Go ahead, judge this CD by its jewel-case cover.
That's what Concord Records most certainly wants you to do.
One look at pianist-singer Peter Cincotti -- jazz's newest "It Boy" -- on his debut album gives you a strong whiff of what his label is cooking up: Cincotti poses with a downcast gaze, clad in black jacket, white shirt, oyster-gray silk tie loosened, as if it's the last song before last call.
Turn it over to take in the song selection and -- oh my -- you'll bump into Cincotti seated at what could be a piano. But what he's about to do isn't as important as the glimpse of him glancing up, forelock obscuring one eye, peeled down to his sleeveless T-shirt, black suit slacks, in a moment most definitely long after last call.
And if -- not that you would, but if by chance -- you might have forgotten that face, scores of reproductions, like pages torn from an Abercrombie & Fitch catalog, rested front and center on every single linen-covered table at Catalina Bar & Grill as Cincotti passed through town recently. Keeping us company until the real thing arrived.
In this case, "hot new artist" clearly has varied meanings.
Cincotti rolled out onstage with a quartet -- rounded out by saxophone, drums and upright bass -- and charged into a rouser from "The Wild Party," "Raise the Roof." Then he dipped into "Miss Brown" before sinking into a frilly, self-penned (with the help of his mother, Cynthia) love song -- "Are You the One?," a personals ad set to music about walking hand in hand and sipping pink champagne he's still too young to order at the bar.
The Manhattan-born 19-year-old has already played the Oak Room at the venerable Algonquin, and, since he was 12 or 13, has been working a series of steady gigs at the Knickerbocker and at Feinstein's at the Regency Hotel (where, after a set, he was approached by Grammy-winning producer Phil Ramone). His confidence is evident as he settles comfortably into a set that mixes instrumentals and vocals. However, wading into each song, he enunciates each syllable -- "whis-key, flow-wing" -- in an all-out, wide-eyed, first-blush way, as if he's captured a lead stage role.
By mid-set he looks as if he's just dashed off the lacrosse field -- he's flushed, his dark-blond hair tumbling into his eyes. With his big, winning grin and earnest patter, Cincotti informs the SRO audience that "these tunes may be old to you, but they're new to me."

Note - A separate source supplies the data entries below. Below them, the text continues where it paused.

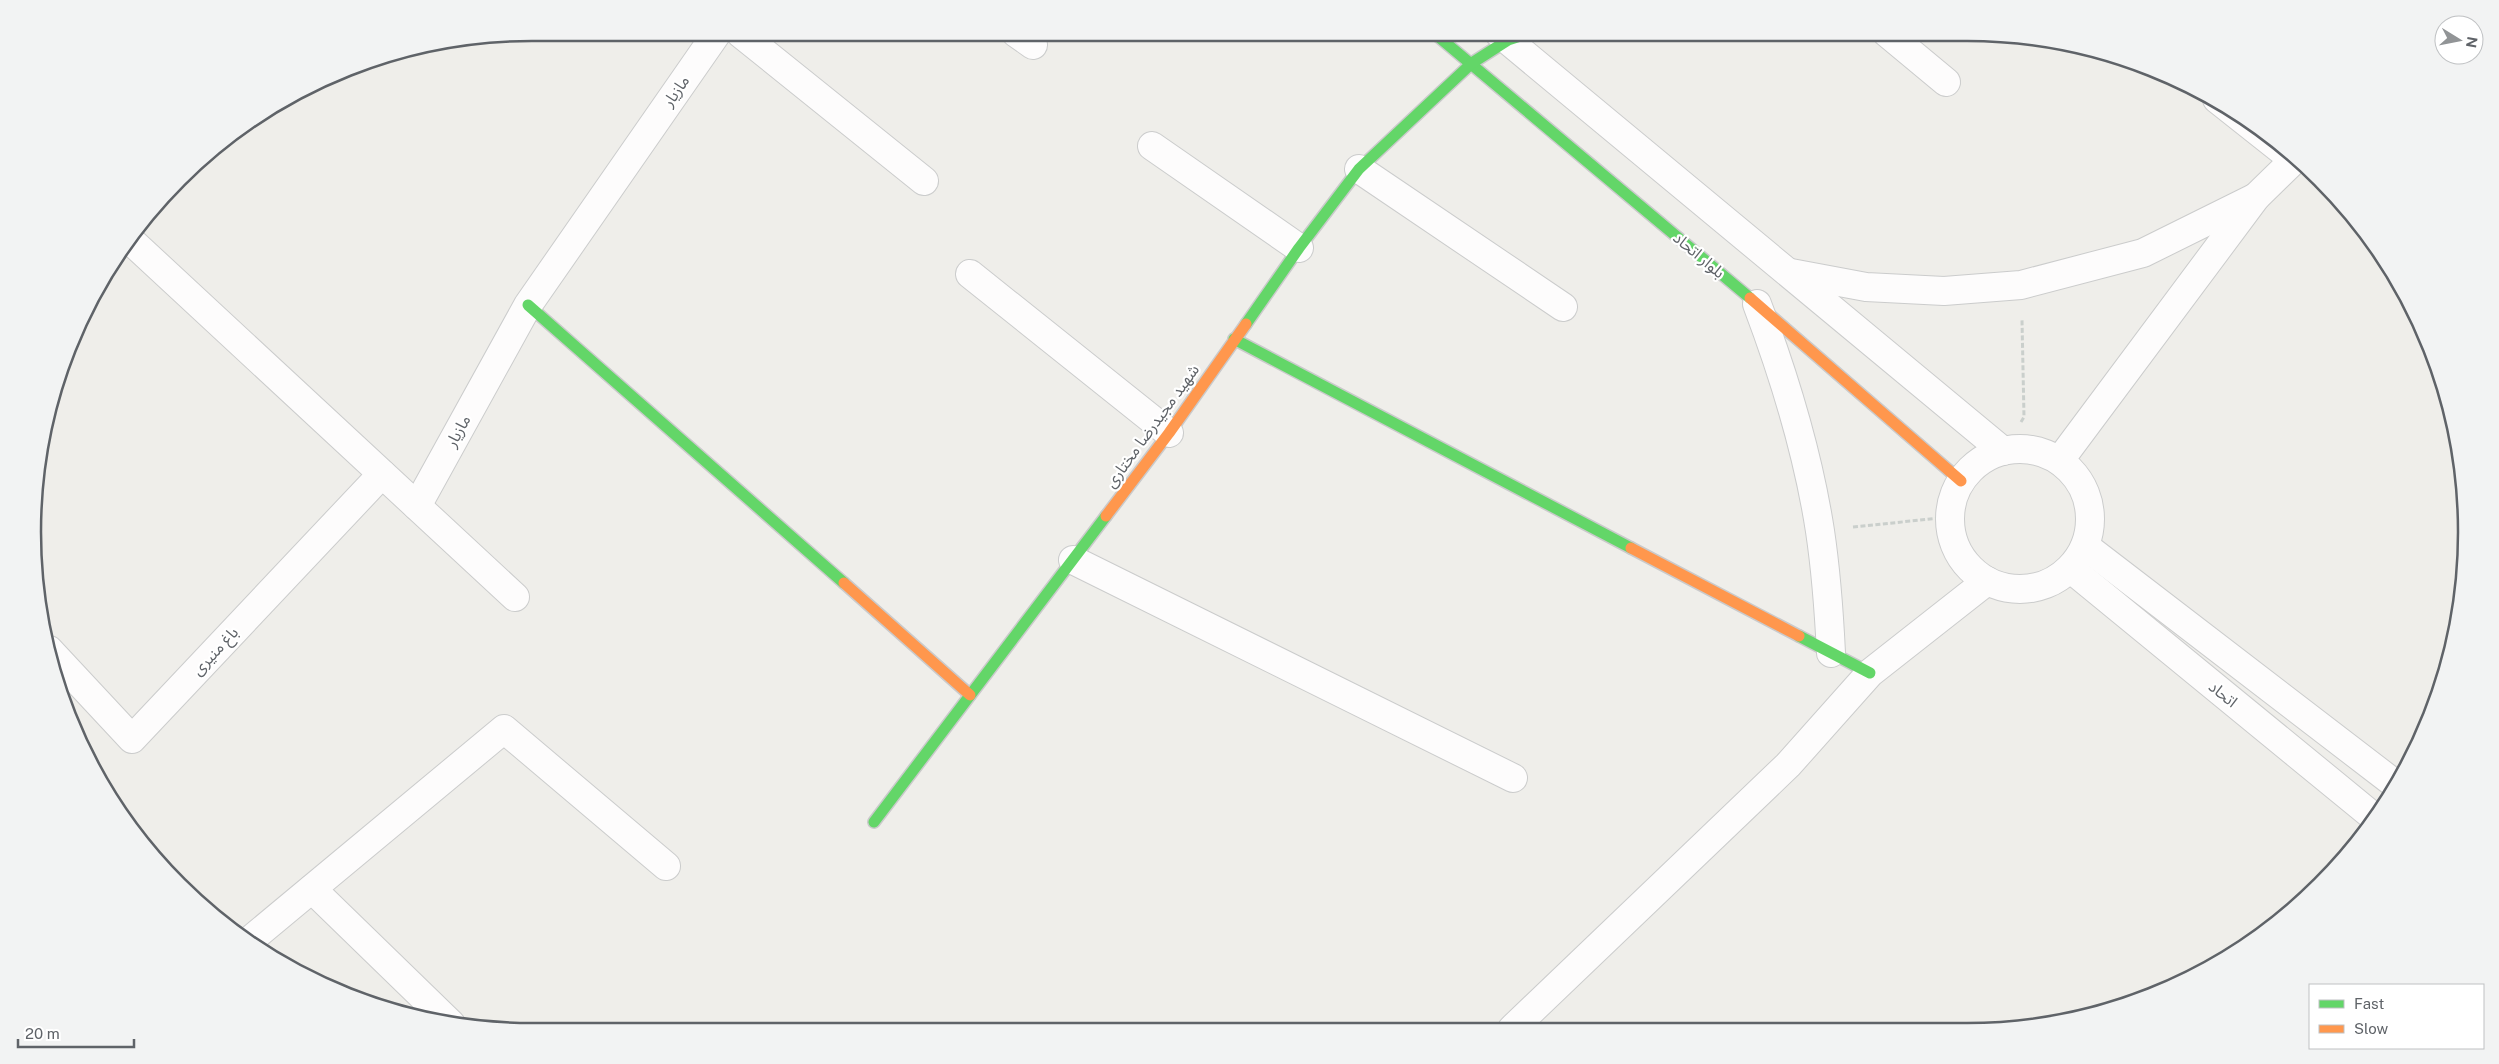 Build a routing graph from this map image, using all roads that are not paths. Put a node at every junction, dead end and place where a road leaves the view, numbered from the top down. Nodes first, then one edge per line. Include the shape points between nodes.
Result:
1 (711, 41) edge
2 (751, 41) edge
3 (1445, 41) edge
4 (1503, 41) edge
5 (1519, 41) edge
6 (1897, 41) edge
7 (1472, 63) junction
8 (1946, 82) dead end
9 (1152, 146) dead end
10 (2290, 163) edge
11 (1359, 169) junction
12 (924, 181) dead end
13 (2256, 197) junction
14 (135, 244) edge
15 (1299, 248) junction
16 (1790, 273) junction
17 (970, 274) dead end
18 (1756, 304) junction
19 (528, 306) junction
20 (1563, 307) dead end
21 (1234, 339) junction
22 (1168, 432) junction
23 (2003, 451) junction
24 (2060, 460) junction
25 (382, 474) junction
26 (1961, 482) junction
27 (417, 506) junction
28 (2078, 558) junction
29 (1073, 560) junction
30 (1987, 581) junction
31 (515, 596) dead end
32 (1831, 652) junction
33 (58, 660) edge
34 (1870, 673) junction
35 (970, 695) junction
36 (1513, 778) dead end
37 (2390, 780) edge
38 (2369, 813) edge
39 (874, 822) dead end
40 (666, 866) dead end
41 (312, 889) junction
42 (254, 937) edge
43 (441, 1014) edge
44 (1518, 1023) edge

1 - 19 street, مازیار
2 - 12 street
3 - 7 street, بلوار اتحاد
4 - 7 street, شهید مجیدرضا مختاری
5 - 16 street
6 - 8 street
7 - 11 street, شهید مجیدرضا مختاری
7 - 18 street, بلوار اتحاد
9 - 15 street
10 - 13 street
11 - 15 street, شهید مجیدرضا مختاری
11 - 20 street
13 - 16 street via 2143,253 2021,285 1944,291 1885,288
13 - 24 street
14 - 25 street
15 - 21 street, شهید مجیدرضا مختاری
16 - 23 street
17 - 22 street
18 - 26 street, بلوار اتحاد
18 - 32 street via 1796,415 1810,473 1828,591
19 - 27 street, مازیار
19 - 35 street
21 - 22 street, شهید مجیدرضا مختاری
21 - 32 street
22 - 29 street, شهید مجیدرضا مختاری
23 - 24 street via 2022,448
23 - 26 street via 1986,457
24 - 28 street via 2077,477 2088,499 2091,523
25 - 27 street
25 - 33 street, باغ منیری via 132,739
26 - 30 street via 1950,516 1952,536 1971,570
27 - 31 street
28 - 30 street via 2053,582 2031,589 2008,588
28 - 37 street, اتحاد
28 - 38 street, اتحاد
29 - 35 street, شهید مجیدرضا مختاری
29 - 36 street
30 - 34 street
32 - 34 street
34 - 44 street via 1788,765
35 - 39 street, شهید مجیدرضا مختاری
40 - 41 street via 504,729
41 - 42 street
41 - 43 street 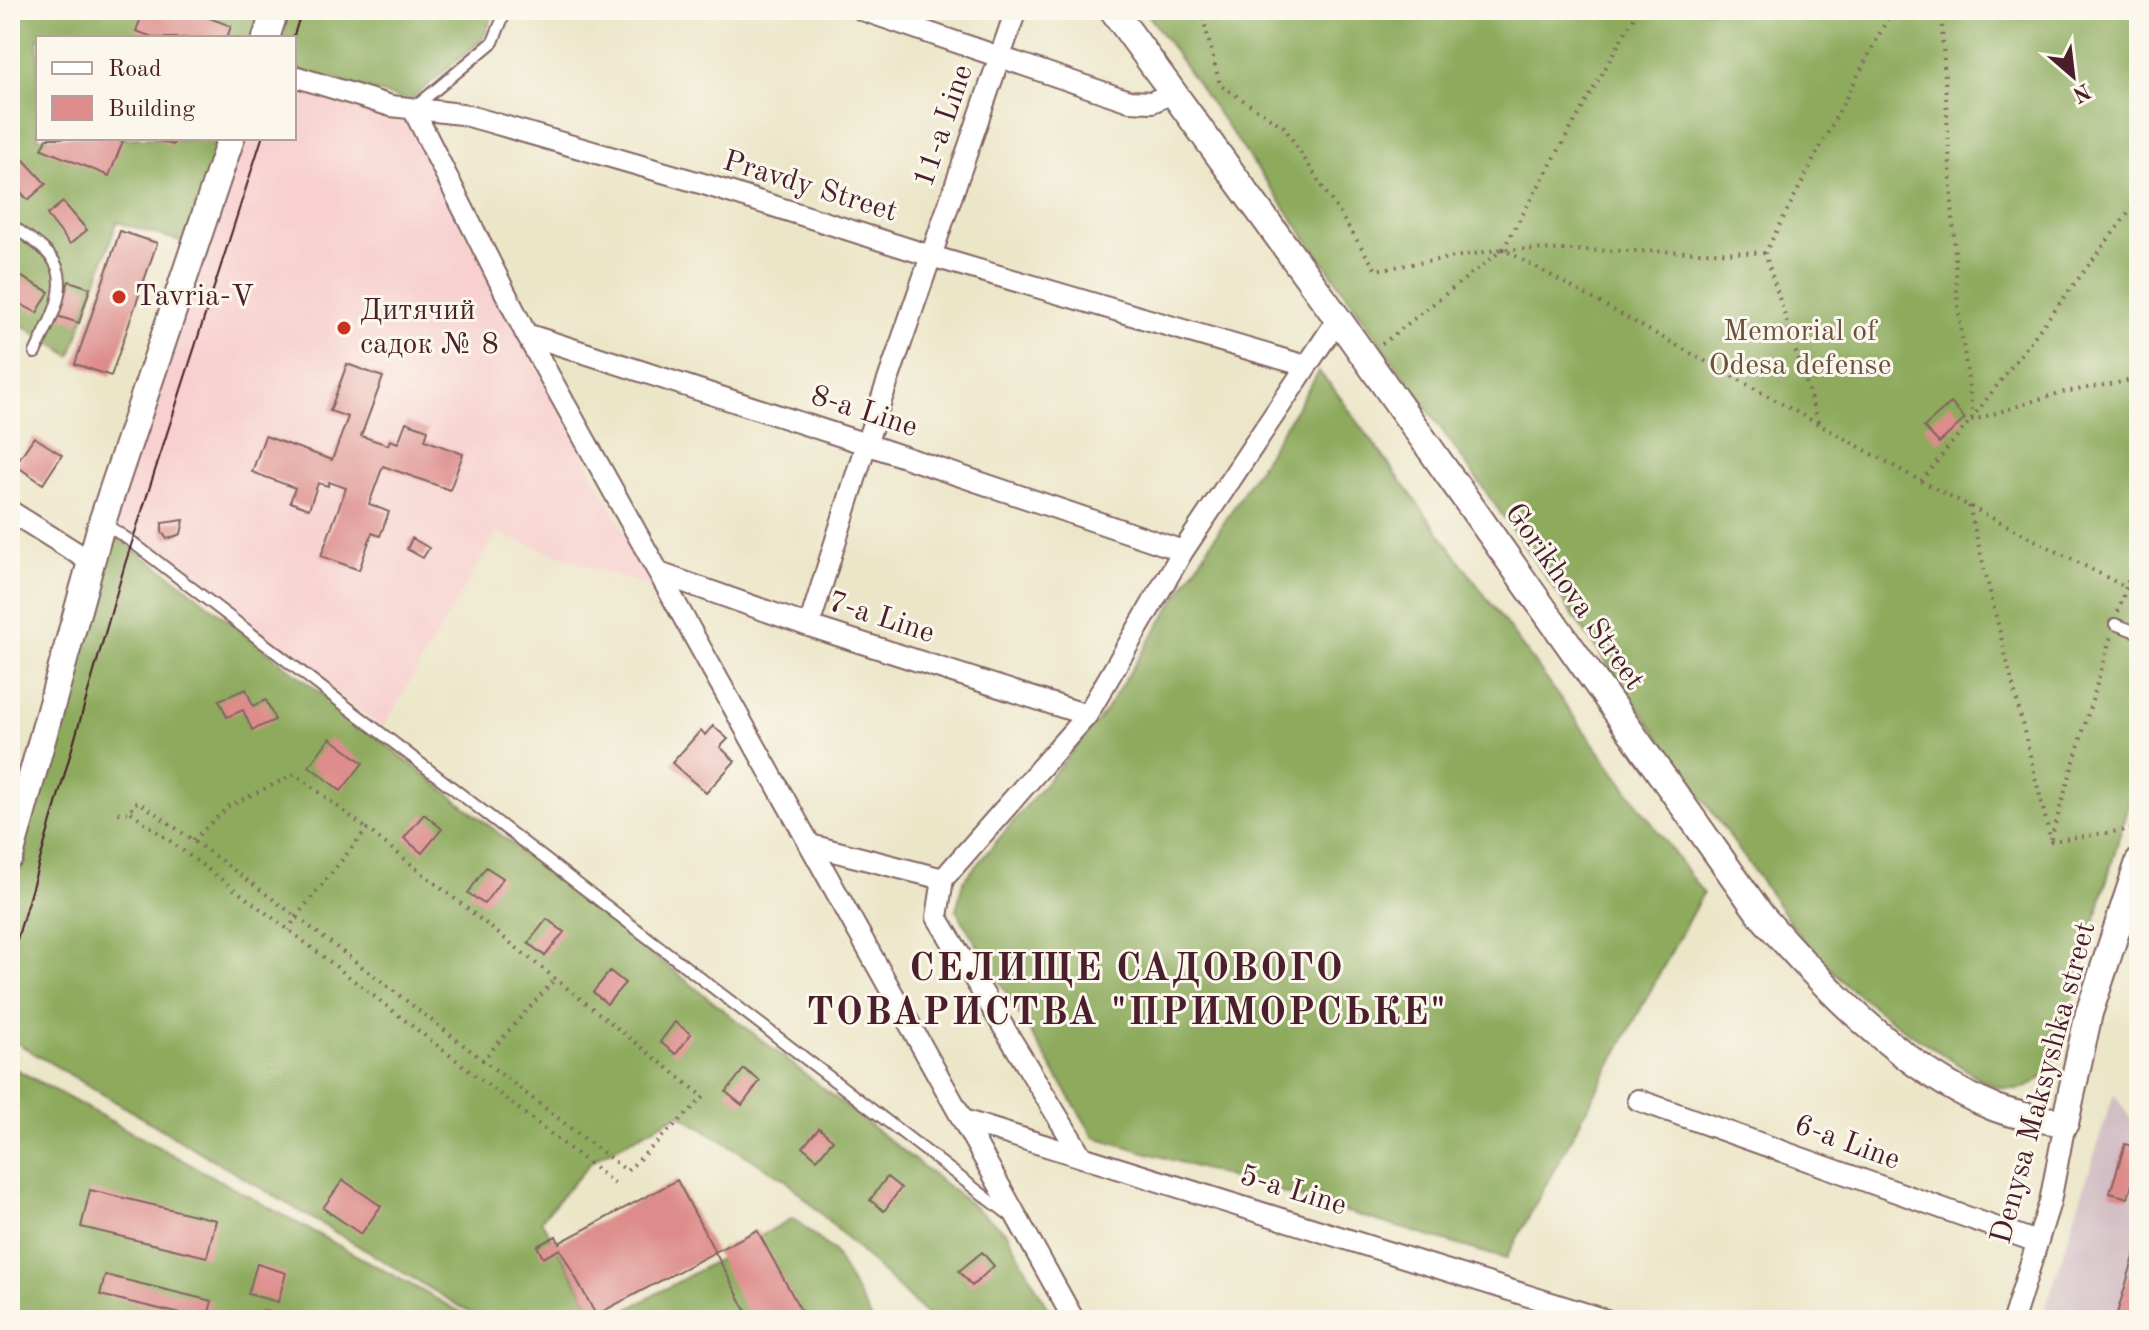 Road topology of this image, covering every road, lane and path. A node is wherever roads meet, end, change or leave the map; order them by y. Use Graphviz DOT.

He pauses for a moment, revealing a picket-fence row of white teeth. "That's not," he says, vamping over the ivories, "meant to be an insult."
A tentative chuckle builds as it rolls across the room. Cincotti leans into another chestnut.
Cincotti is an accomplished, fluid pianist, full of earnestness and enthusiasm and deft passion. You can hear how his influences -- Erroll Garner, Fats Waller -- course through him like a lifeline. His voice, however -- a high baritone -- is still a bit narrow and hollow in places, an instrument he'll grow into with life's twists and uncertainties.
Already there have been the comparisons -- easy and unavoidable -- to the other floppy-forelock poster boy, Harry Connick Jr. (Connick has been a bit of an inspiration-mentor to Cincotti, calling him up onstage way back in the early days -- when he was just a kid -- which would be just eight years ago.)
If Cincotti can be the Great Youth Hope to jazz, it's clear that he could be well worth Concord's big promotional investment. With Ramone producing this self-titled freshman effort and with all the chatter thus far, Cincotti is certainly getting an early test.
The press has taken the bait and run with it: "echoing the young Sinatra," "a brooding Hoagy Carmichael."
Although the album debuted at No. 2 on Billboard's traditional jazz chart, there are some who are skeptical. In a review in the Washington Post, music and culture critic Terry Teachout wrote, "What he does with those promising pipes? The first word that comes to mind is 'naive.' ... It sounds like a marching band clomping down the street."
The big noise and big plans leave Cincotti in a vulnerable spot. Will he live up to all the talk and comparisons?
He certainly wouldn't be the first to shoulder them.
The pop world has long been all about "the look" -- "artists" cultivated because they fit a look or just might ignite a new one. But it is more surprising when it comes out of the allegedly more sophisticated worlds of jazz or classical music, as in the case of the knockout violinist Vanessa-Mae, whose album covers sometimes don't show a violin.
Jazz loves its image -- even its cliches and affectations, whether it's smoky and intense, like the work of Blue Note photographer Francis Wolff, or softly lighted and optimistic, like the sunny West Coast answers of William Claxton.